If we look at the values closely, we can discover that all but two values are predicted correctly. However, it is bothersome to compare the numbers one by one. There are only thirty of them, but what if there were one hundred? We will need an easier method to compare our results.

Luckily, this can also be found in sklearn. Google for sklearn's accuracy score and compare our y_test and y_pred. This will give us the percentage of entries that was predicted correctly.

In [None]:
from sklearn import metrics

  # TODO: calculate accuracy score of y_test and y_pred

That's pretty good, isn't it?

To understand what our classifier actually did, have a look at the following picture:

![Decision Tree](http://scikit-learn.org/stable/_images/sphx_glr_plot_iris_0011.png)

We see the distribution of all our features, compared with each other. Some have very clear distinctions between two categories, so our decision tree probably used those to make predictions about our data.

## 6. Selecting features

In our dataset, there are four features to describe the flowers. Using these four features, we got a pretty high accuracy to predict the species. But maybe some of our features were not necessary. Maybe some did not improve our prediction, or even made it worse.

It's worth a try to see if a subset of features is better at predicting the labels than all features.

We still have our X_train, X_test, y_train and y_test variables. We will try removing a few columns from X_train and X_test and recalculate our accuracy.

First, create a feature selector that will select the 2 features X_train that best describe y_train.

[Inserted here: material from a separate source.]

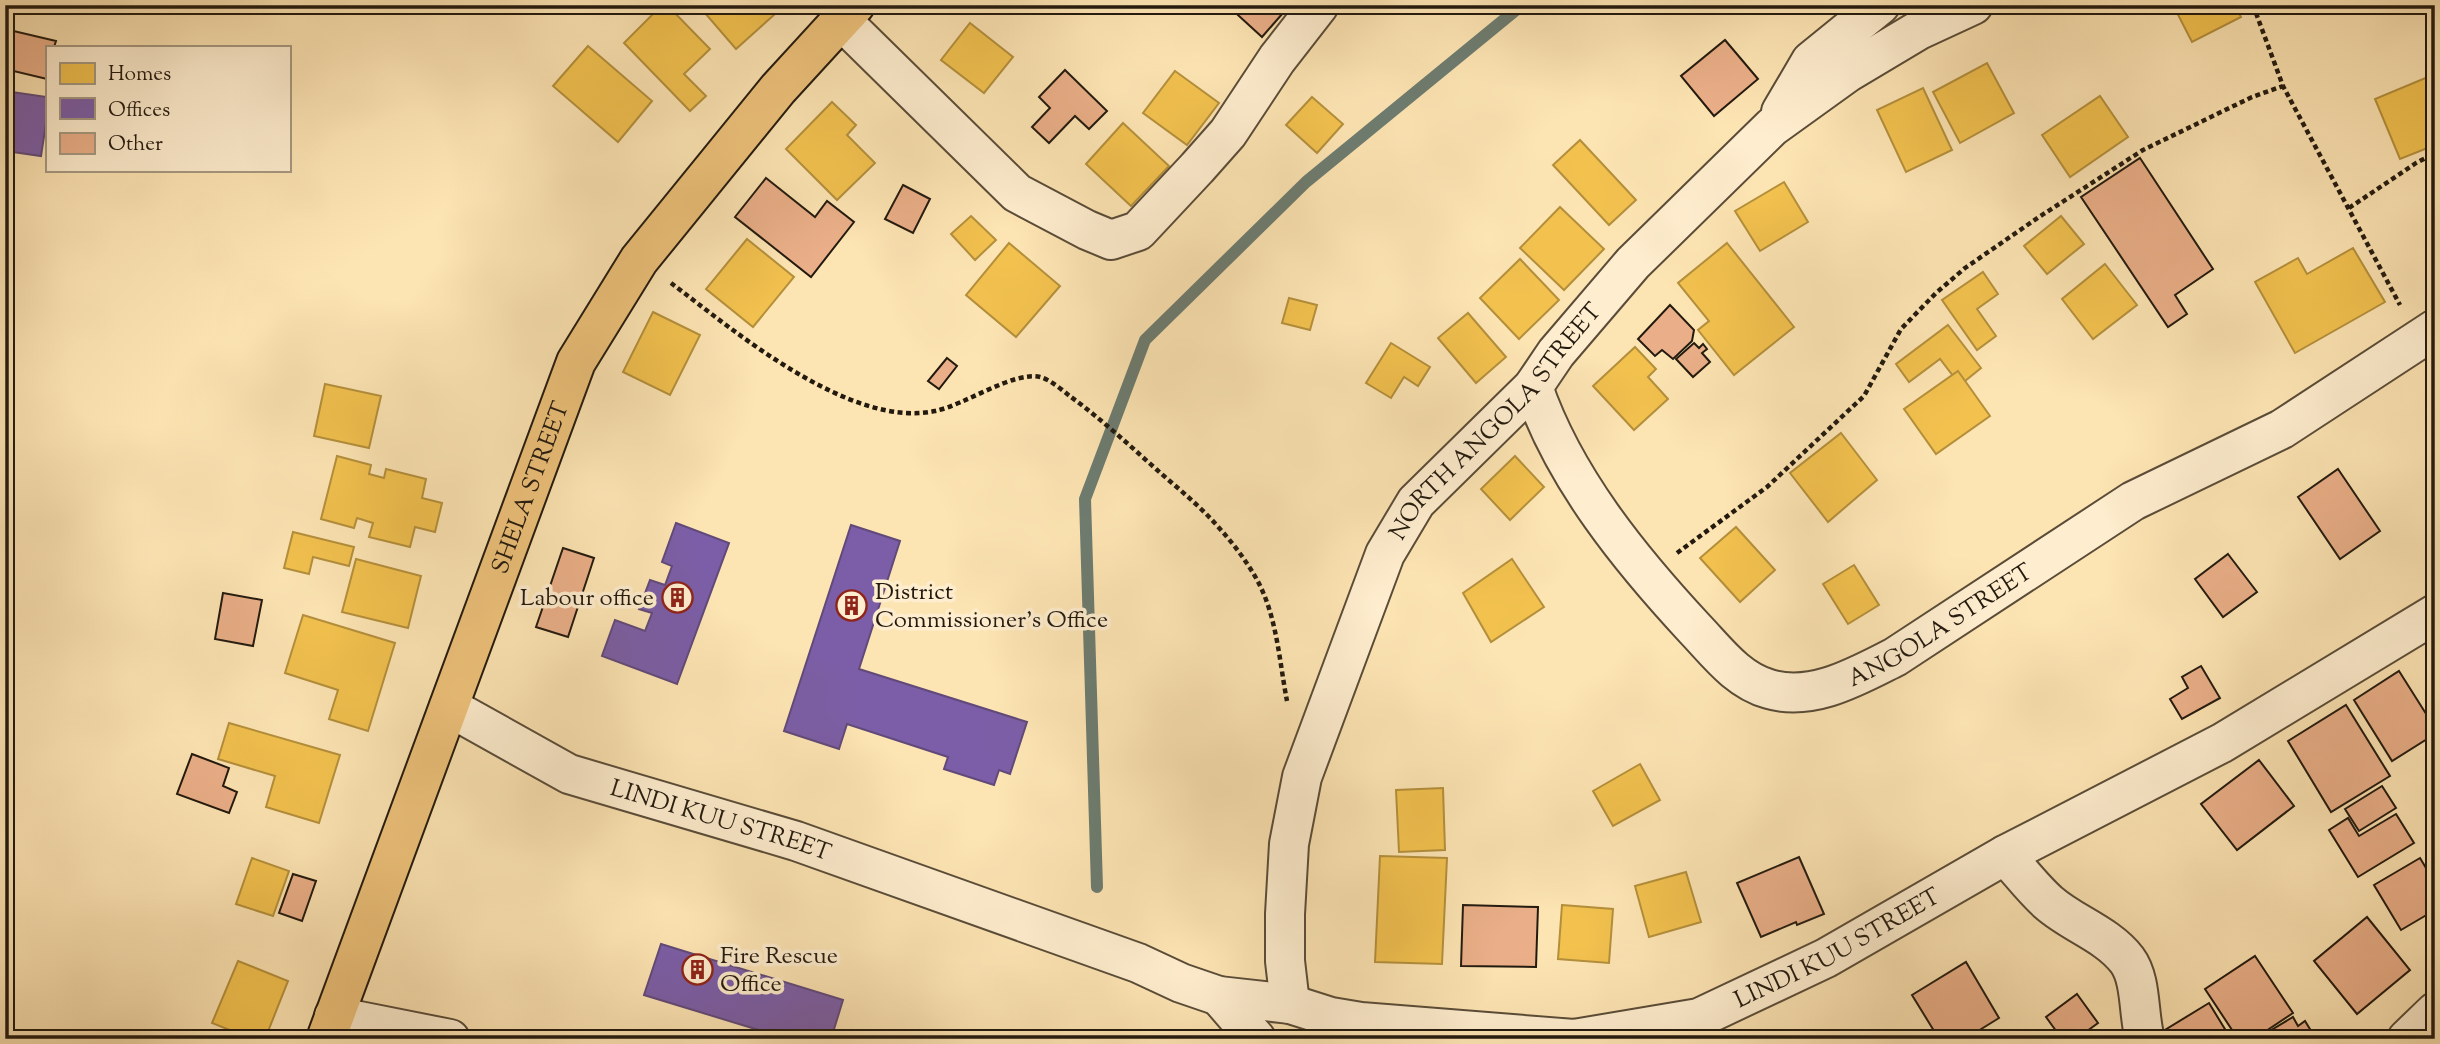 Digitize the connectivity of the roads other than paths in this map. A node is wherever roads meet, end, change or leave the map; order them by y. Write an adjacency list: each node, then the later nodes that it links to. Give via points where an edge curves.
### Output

(Hint: look at the imports)

In [None]:
from sklearn.feature_selection import SelectKBest, chi2

selector =  # TODO: create a selector for the 2 best features and fit X_train and y_train to it

In [None]:
X_train, X_test, y_train, y_test = train_test_split(iris.data, iris.target, test_size=0.33, random_state=42)

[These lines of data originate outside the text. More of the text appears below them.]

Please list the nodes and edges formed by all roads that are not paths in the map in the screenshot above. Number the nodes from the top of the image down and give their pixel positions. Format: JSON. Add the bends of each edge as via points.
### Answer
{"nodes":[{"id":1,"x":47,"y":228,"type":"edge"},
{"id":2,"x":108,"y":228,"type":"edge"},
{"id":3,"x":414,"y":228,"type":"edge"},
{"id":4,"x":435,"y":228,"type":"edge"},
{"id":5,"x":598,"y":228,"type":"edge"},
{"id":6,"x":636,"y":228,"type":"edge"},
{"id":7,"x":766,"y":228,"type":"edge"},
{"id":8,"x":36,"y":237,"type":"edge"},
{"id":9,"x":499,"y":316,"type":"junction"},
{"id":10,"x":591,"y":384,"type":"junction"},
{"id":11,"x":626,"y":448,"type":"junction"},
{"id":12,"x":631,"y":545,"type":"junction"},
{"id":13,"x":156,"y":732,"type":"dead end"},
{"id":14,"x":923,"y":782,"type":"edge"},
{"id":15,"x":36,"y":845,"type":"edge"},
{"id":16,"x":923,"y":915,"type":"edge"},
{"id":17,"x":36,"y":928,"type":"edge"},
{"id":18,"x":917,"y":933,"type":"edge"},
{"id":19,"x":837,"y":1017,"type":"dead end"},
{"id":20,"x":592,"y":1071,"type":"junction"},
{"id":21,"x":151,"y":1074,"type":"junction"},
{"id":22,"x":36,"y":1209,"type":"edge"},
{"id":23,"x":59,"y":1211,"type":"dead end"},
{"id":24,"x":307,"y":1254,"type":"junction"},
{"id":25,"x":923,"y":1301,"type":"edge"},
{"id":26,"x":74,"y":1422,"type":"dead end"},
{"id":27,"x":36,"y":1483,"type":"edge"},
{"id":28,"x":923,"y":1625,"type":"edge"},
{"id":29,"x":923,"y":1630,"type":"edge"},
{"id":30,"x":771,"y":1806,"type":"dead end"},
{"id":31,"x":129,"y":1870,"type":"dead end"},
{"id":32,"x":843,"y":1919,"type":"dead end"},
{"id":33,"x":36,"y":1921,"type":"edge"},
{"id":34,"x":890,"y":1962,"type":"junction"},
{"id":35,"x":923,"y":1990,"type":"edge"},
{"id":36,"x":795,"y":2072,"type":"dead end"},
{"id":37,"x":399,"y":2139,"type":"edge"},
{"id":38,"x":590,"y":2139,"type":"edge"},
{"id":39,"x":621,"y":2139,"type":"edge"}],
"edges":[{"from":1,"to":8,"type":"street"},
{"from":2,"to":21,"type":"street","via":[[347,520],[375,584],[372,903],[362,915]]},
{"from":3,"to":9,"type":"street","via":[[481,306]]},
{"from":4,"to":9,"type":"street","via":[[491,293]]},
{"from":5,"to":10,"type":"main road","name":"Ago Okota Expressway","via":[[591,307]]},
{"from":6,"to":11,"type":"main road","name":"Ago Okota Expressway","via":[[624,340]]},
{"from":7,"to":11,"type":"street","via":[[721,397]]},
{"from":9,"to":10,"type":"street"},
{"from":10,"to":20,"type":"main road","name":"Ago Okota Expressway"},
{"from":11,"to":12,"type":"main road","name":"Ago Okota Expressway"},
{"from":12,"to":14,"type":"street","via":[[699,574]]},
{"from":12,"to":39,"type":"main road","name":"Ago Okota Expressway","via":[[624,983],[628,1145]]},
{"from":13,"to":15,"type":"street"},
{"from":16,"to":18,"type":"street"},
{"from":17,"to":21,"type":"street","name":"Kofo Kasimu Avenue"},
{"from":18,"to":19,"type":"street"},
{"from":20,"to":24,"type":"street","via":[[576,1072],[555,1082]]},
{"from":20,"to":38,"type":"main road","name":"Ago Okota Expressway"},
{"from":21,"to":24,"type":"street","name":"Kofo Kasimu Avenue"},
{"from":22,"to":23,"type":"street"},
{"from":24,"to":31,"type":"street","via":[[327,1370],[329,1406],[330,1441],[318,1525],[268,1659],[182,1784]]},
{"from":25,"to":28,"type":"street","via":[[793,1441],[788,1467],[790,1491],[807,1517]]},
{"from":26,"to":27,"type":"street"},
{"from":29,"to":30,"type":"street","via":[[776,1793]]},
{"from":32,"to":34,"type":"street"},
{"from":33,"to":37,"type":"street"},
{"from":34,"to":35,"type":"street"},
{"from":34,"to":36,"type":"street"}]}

We can check which features our selector selected, using the following function:

In [None]:
print(selector.get_support())

It gives us an array of True and False values that represent the columns of the original X_train. The values that are marked by True are considered the most informative by the selector. Let's use the selector to select (transform) these features from the X_train values.

In [None]:
X_train_new =  # TODO: use selector to transform X_train

The dimensions of X_train have now changed:

In [None]:
X_train_new.shape

If we want to use these values in our model, we will need to adjust X_test as well. We would get in trouble later if X_train has only 2 columns and X_test has 4. So perform the same selection on X_test.

In [None]:
X_test_new =  # TODO: use selector to transform X_test

In [None]:
X_test_new.shape

Now we can repeat the earlier steps: create a model, fit the data to it and predict our y_test values.

In [None]:
model =  # TODO: create model as before
model =  # TODO: fit model as before, but use X_train_new
y_pred =  # TODO: predict values as before, but use X_test_new

Let's have a look at the accuracy score of our new prediction. 

In [None]:
  # TODO: calculate accuracy score as before

So our new prediction, using only two of the four features, is better than the one using all information. The two features we used are petal length and petal width. These say more about the species of the flowers than the sepal length and sepal width.